Yine aynı dönemde Körfez Savaşı sonrasında zararların tazmin edilmemesi, bölücü terörle mücadelede büyük harcamalar yapılması, ülkede tecrübesiz politikacıların doğrudan Başbakanlık yapmaya başlaması, seçim kararlarının iyice tartışılmadan verilmesi, yolsuzlukların alıp başını gitmesi borç yükünü iyice ağırlaştırdı.
Bütün bunlar bilinen şeyler... Açıkçası iktidara gelen AKP Hükümeti ve Başbakan Recep Tayyip Erdoğan tam anlamıyla enkaz devraldı. Herkes bunu teslim ediyor. Ama çözüm için anahtar da AKP ve Erdoğan'a verildi. AKP Hükümetinin arkasında yüzde 35'lik oy desteği var. Ama şu anda bir kamuoyu yoklaması yapılsa destek daha yüksek düzeyde, belki yüzde 50'lerden fazla çıkacaktır. Çünkü bu partiye oy atmayanlar bile seçimden bu kadar güçlü bir tablo çıkmasından memnun... 365 kişilik Meclis grubuna sahip bir partinin, ülkenin sorunlarını çözüm yoluna koyamayacağını düşünmek bile istemiyorlar.

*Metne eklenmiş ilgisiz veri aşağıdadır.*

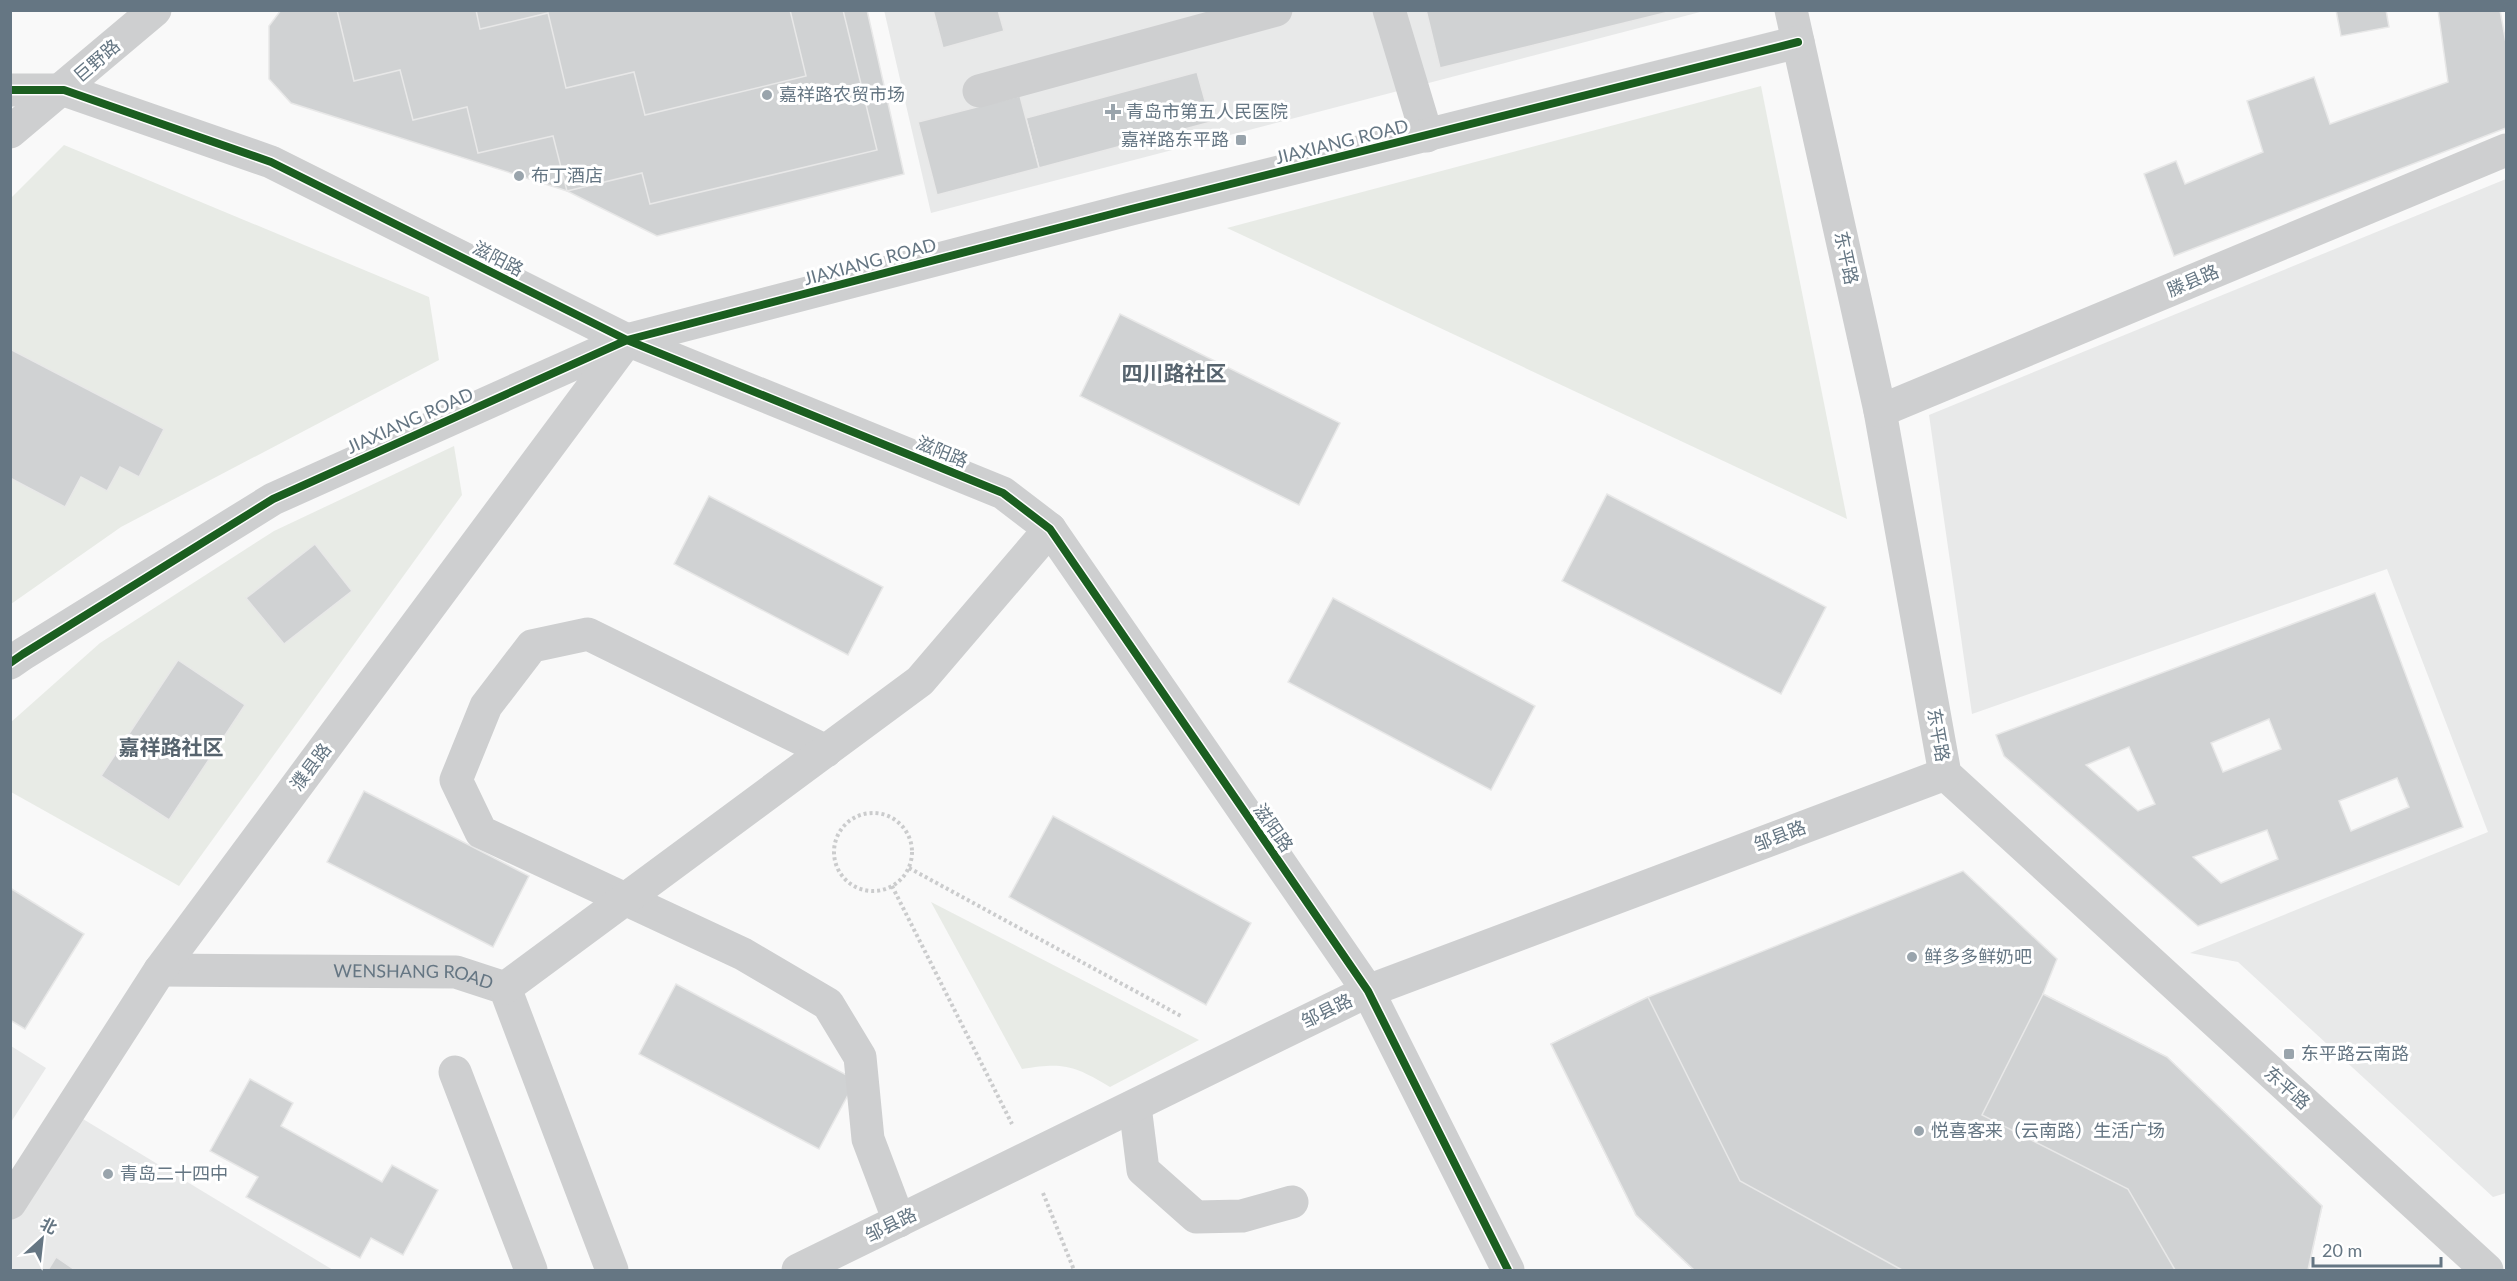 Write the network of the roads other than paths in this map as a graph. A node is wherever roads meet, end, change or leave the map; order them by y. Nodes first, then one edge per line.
1 (155, 10) edge
2 (1276, 10) edge
3 (1389, 10) edge
4 (1794, 26) edge
5 (10, 90) edge
6 (64, 90) junction
7 (979, 91) dead end
8 (10, 132) edge
9 (1427, 136) junction
10 (2506, 150) edge
11 (627, 340) junction
12 (1880, 411) junction
13 (1050, 529) junction
14 (10, 663) edge
15 (826, 751) junction
16 (1945, 774) junction
17 (625, 899) junction
18 (160, 970) junction
19 (505, 988) junction
20 (1368, 991) junction
21 (455, 1072) dead end
22 (1135, 1106) junction
23 (1292, 1202) dead end
24 (10, 1203) edge
25 (899, 1221) junction
26 (531, 1270) edge
27 (612, 1270) edge
28 (798, 1270) edge
29 (1508, 1270) edge
30 (2487, 1270) edge

1 - 6 street, 巨野路
2 - 7 street
3 - 9 street
4 - 9 street, JIAXIANG ROAD
4 - 12 street, 东平路
5 - 6 street, 滋阳路
6 - 8 street, 巨野路
6 - 11 street, 滋阳路
9 - 11 street, JIAXIANG ROAD
10 - 12 street, 滕县路
11 - 13 street, 滋阳路
11 - 14 street, JIAXIANG ROAD
11 - 18 street, 濮县路
12 - 16 street, 东平路
13 - 15 street
13 - 20 street, 滋阳路
15 - 17 street
15 - 17 street
16 - 20 street, 邹县路
16 - 30 street, 东平路
17 - 19 street
17 - 25 street
18 - 19 street, WENSHANG ROAD
18 - 24 street, 濮县路
19 - 27 street, WENSHANG ROAD
20 - 22 street, 邹县路
20 - 29 street, 滋阳路
21 - 26 street
22 - 23 street
22 - 25 street, 邹县路
25 - 28 street, 邹县路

Bu ortamda yapılması gereken önemli birkaç şey var. Herşeyden önce ekonomi yönetimine çok dikkat edilmeli... Türkiye'yi çökertmek ve bazı şeylere mecbur bırakmak isteyen güçler olduğu unutulmamalı. Burada kullanılan en önemli araç ise ekonomik sorunlardır. Öyleyse halk deyimiyle 'akıllı olup' nereden, ne geleceği ve ne gideceği iyi hesaplanmalı.

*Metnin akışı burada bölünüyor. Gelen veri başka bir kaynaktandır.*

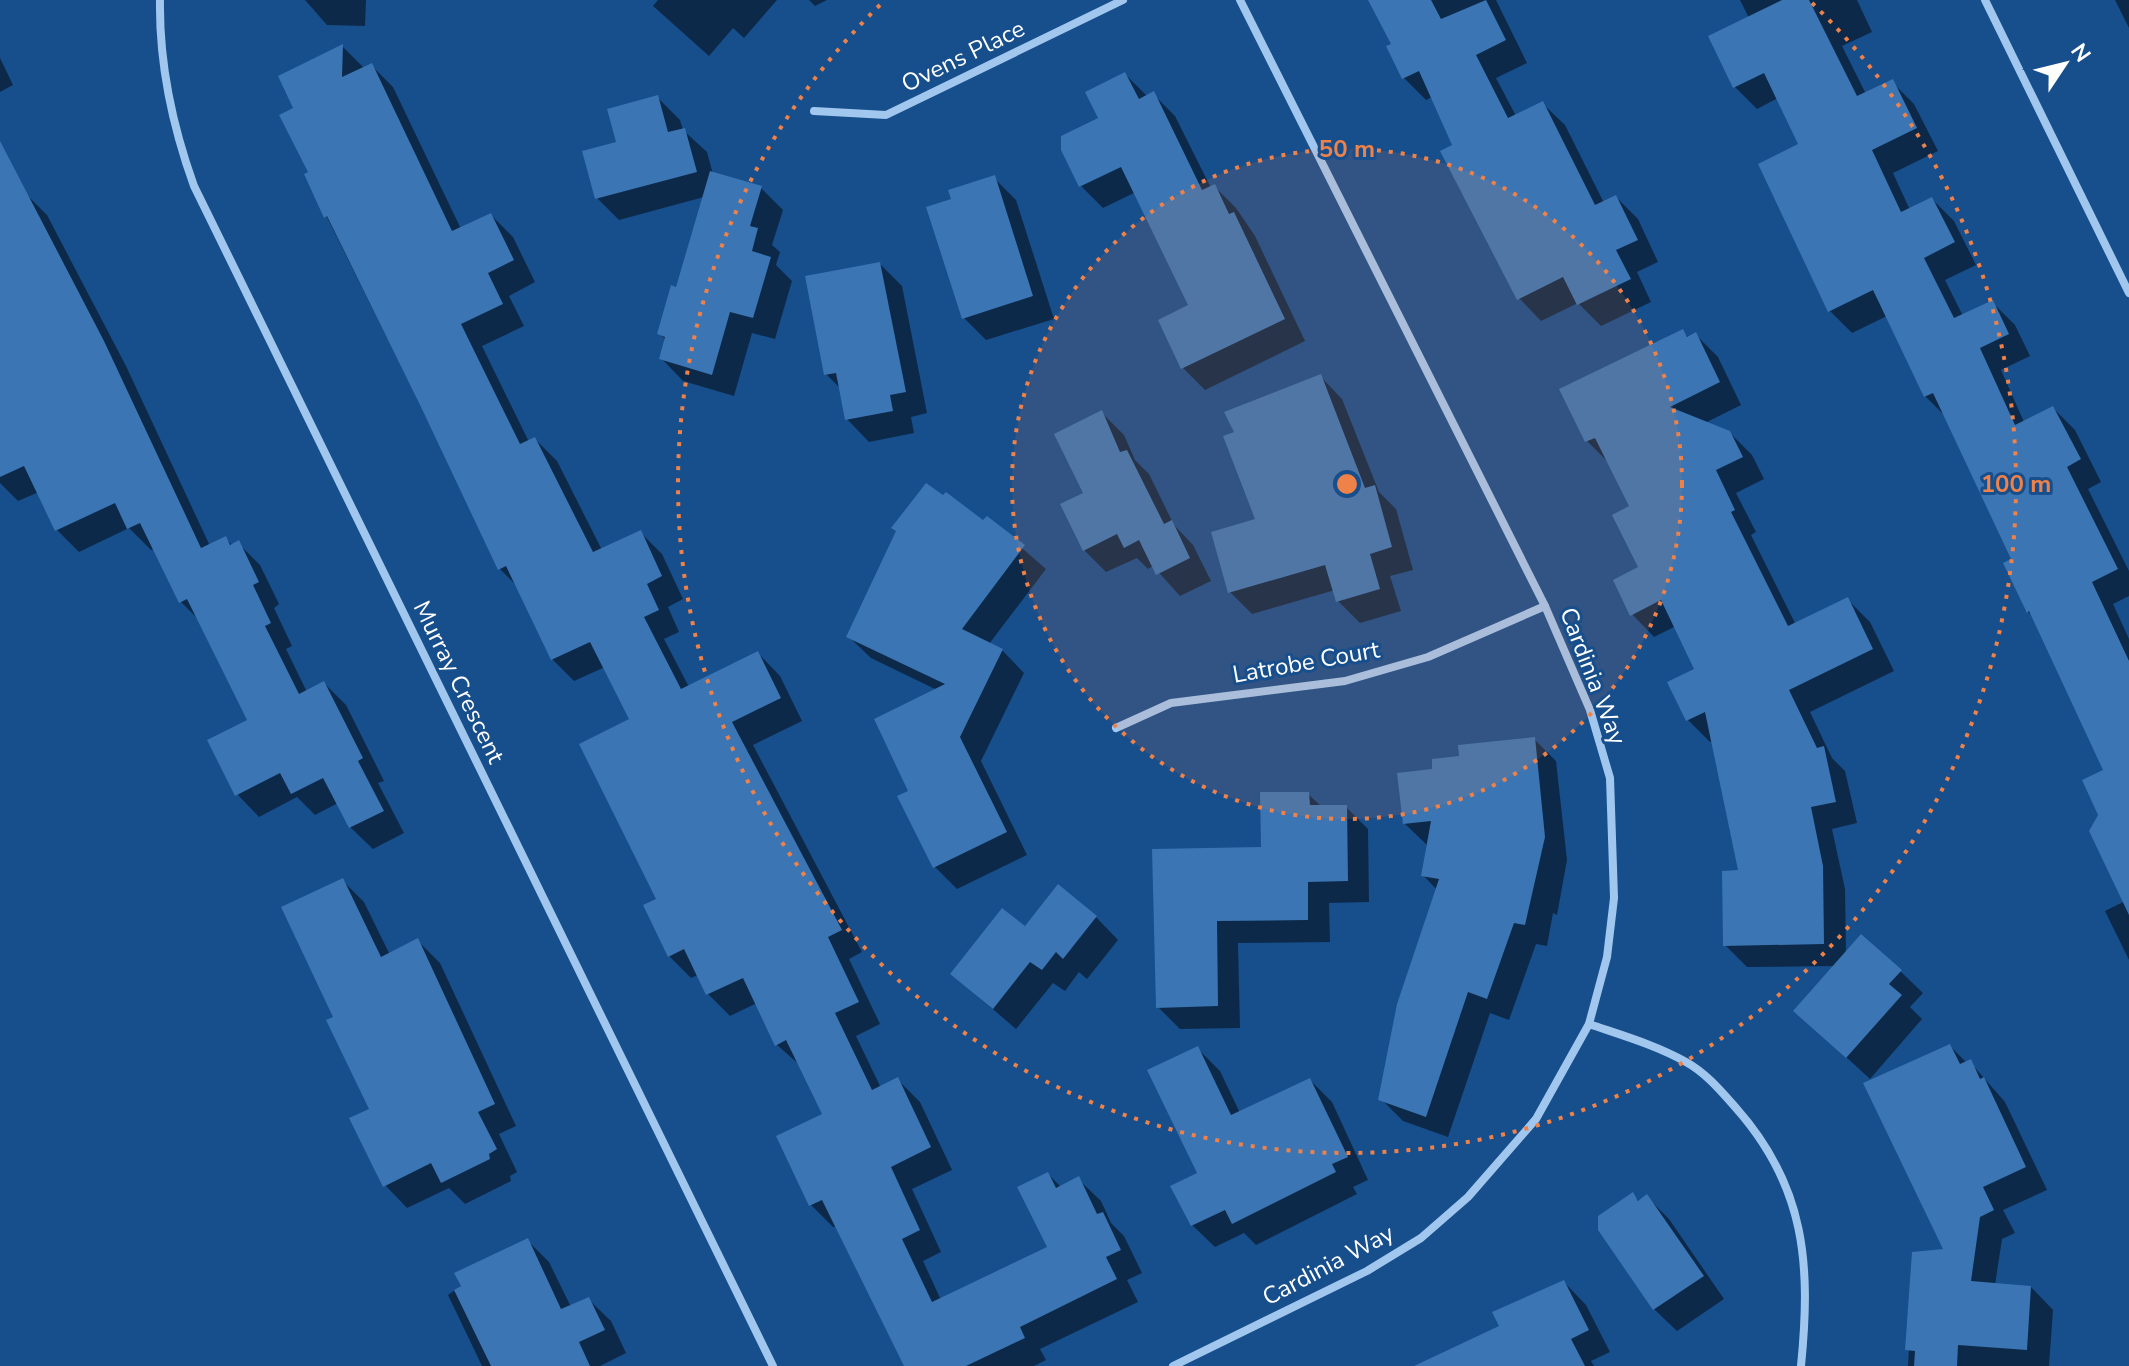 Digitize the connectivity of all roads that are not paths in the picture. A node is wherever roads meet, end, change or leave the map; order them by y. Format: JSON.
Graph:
{"nodes":[{"id":1,"x":160,"y":0,"type":"edge"},
{"id":2,"x":1123,"y":0,"type":"edge"},
{"id":3,"x":1240,"y":0,"type":"edge"},
{"id":4,"x":1985,"y":0,"type":"edge"},
{"id":5,"x":814,"y":111,"type":"dead end"},
{"id":6,"x":2129,"y":293,"type":"edge"},
{"id":7,"x":1545,"y":606,"type":"junction"},
{"id":8,"x":1116,"y":728,"type":"dead end"},
{"id":9,"x":1589,"y":1024,"type":"junction"},
{"id":10,"x":773,"y":1366,"type":"edge"},
{"id":11,"x":1173,"y":1366,"type":"edge"},
{"id":12,"x":1801,"y":1366,"type":"edge"}],
"edges":[{"from":1,"to":10,"type":"street","name":"Murray Crescent"},
{"from":2,"to":5,"type":"street","name":"Ovens Place"},
{"from":3,"to":7,"type":"street","name":"Cardinia Way"},
{"from":4,"to":6,"type":"street"},
{"from":7,"to":8,"type":"street","name":"Latrobe Court"},
{"from":7,"to":9,"type":"street","name":"Cardinia Way"},
{"from":9,"to":11,"type":"street","name":"Cardinia Way"},
{"from":9,"to":12,"type":"street"}]}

Bir başka unsur devletin yeniden yapılandırılması... Devlet şu anda Türkiye'de bir hizmet organizasyonu değil, işsizlik sigortası ve atıl istihdam deposu olarak görülüyor. Devleti faizler kadar gereksiz maaş ödemeleri de zorluyor. Devlette; 'iş yapanlar' ile 'yatanlar' arasında gizli bir savaş var. Yatanlar kimse karışmadığı için mutlu, iş yapanlar ise kimse ilgilenmediği için küskün... Devletin yatırımları ise dağınık, etkisiz ve siyasi... Bir yerde ipten yapılmış köprüyü kullanıp okula giden köy çocukları, öbür yanda lüks lojmanlar ve makam odaları var. AKP'nin bu manzaraları daha kötüleştirmesi de mümkün, çözüm yoluna koyması da...

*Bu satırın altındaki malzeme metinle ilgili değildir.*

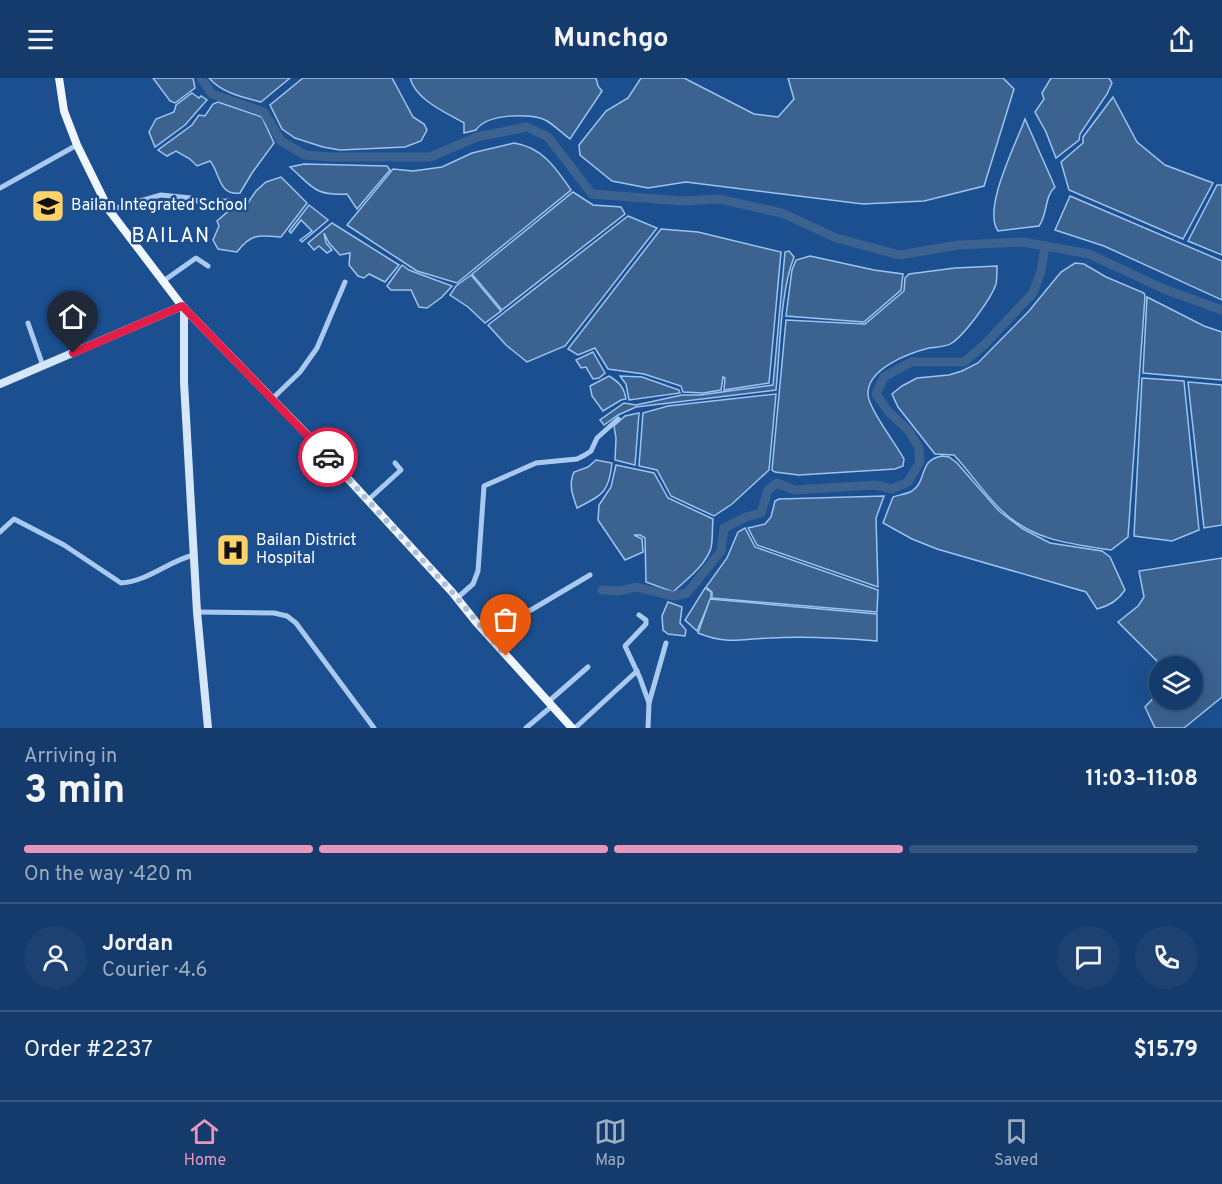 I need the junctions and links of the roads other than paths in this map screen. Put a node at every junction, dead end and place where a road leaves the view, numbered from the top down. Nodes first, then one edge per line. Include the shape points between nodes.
1 (59, 78) edge
2 (77, 145) junction
3 (0, 188) edge
4 (229, 201) dead end
5 (109, 210) junction
6 (208, 266) dead end
7 (162, 282) junction
8 (345, 282) dead end
9 (183, 307) junction
10 (28, 323) dead end
11 (43, 366) junction
12 (0, 384) edge
13 (273, 398) junction
14 (618, 419) dead end
15 (395, 463) dead end
16 (368, 500) junction
17 (0, 532) edge
18 (194, 555) junction
19 (590, 575) dead end
20 (457, 598) junction
21 (197, 612) junction
22 (639, 615) dead end
23 (480, 627) junction
24 (666, 643) dead end
25 (588, 667) dead end
26 (637, 671) junction
27 (649, 703) junction
28 (550, 704) junction
29 (208, 728) edge
30 (374, 728) edge
31 (526, 728) edge
32 (573, 728) edge
33 (648, 728) edge

1 - 2 main road via 64,111
2 - 3 street
2 - 5 main road
4 - 5 street via 200,202 161,195
5 - 7 main road
6 - 7 street via 196,258
7 - 9 main road
8 - 13 street via 317,348 300,372
9 - 11 main road
9 - 13 main road
9 - 18 main road
10 - 11 street
11 - 12 main road
13 - 16 main road
14 - 20 street via 597,438 591,451 577,459 537,463 484,486 478,571 473,584
15 - 16 street via 401,470
16 - 20 main road
17 - 18 street via 15,519 64,545 121,583 138,581
18 - 21 main road
19 - 23 street via 531,610
20 - 23 main road
21 - 29 main road
21 - 30 street via 286,616 296,623
22 - 26 street via 646,624 626,646
23 - 28 main road
24 - 27 street
25 - 28 street
26 - 27 street
26 - 32 street
27 - 33 street
28 - 31 street
28 - 32 main road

Ama AKP Meclis grubu milletvekili lojmanlarının satışı haricinde şu anda bütünsel bir görüntü veremedi. Bunda belki Genel Başkanı Erdoğan'ın daha geç milletvekili seçilmiş olmasının etkisi bulunabilir. Ancak ani başarı patlaması yapan tüm partilerde olduğu gibi seçilen isimlerin bir bölümünün henüz bu görevi hazmedemedikleri anlaşılıyor. 59. Hükümetin güven oylamasında bile 20'yi aşkın fire verilmiş olması, AKP'nin grup bütünlüğünün sorgulanmasına yeterlidir. Bir milletvekilinin mensubu olduğu partinin hükümetine güven oyu vermeye eli varmıyorsa, yarın neler olabilir gerisini siz düşünün... AKP'nin bu zaafı ileride ciddi sonuçlar doğurabilir.
Önünde yaklaşık 4,5 yıllık iktidar dönemi bulunan AKP, yıllardır herkesin bildiği sorunlara ve herkesin bildiği çözüm yollarına başvurabilmesi için büyük bir güçle donatılıp Meclis'e gönderildi. AKP'nin Başbakanı Erdoğan ve tüm milletvekillerinin bunu çok iyi bilmesi gerekiyor. Anayasa ise anayasa, yasa ise yasa, tüzük ise tüzük; ne gerekiyorsa değiştirilmeli ve uygulanmalı. Çünkü artık kimsenin mazeret dinleyecek hali yok.
(Bu yazı, Ankara Ticaret Odası-ATO'nun aylık gazetesi 'Atohaber'in Nisan-2003 tarihli sayısında yayınlanmıştır.)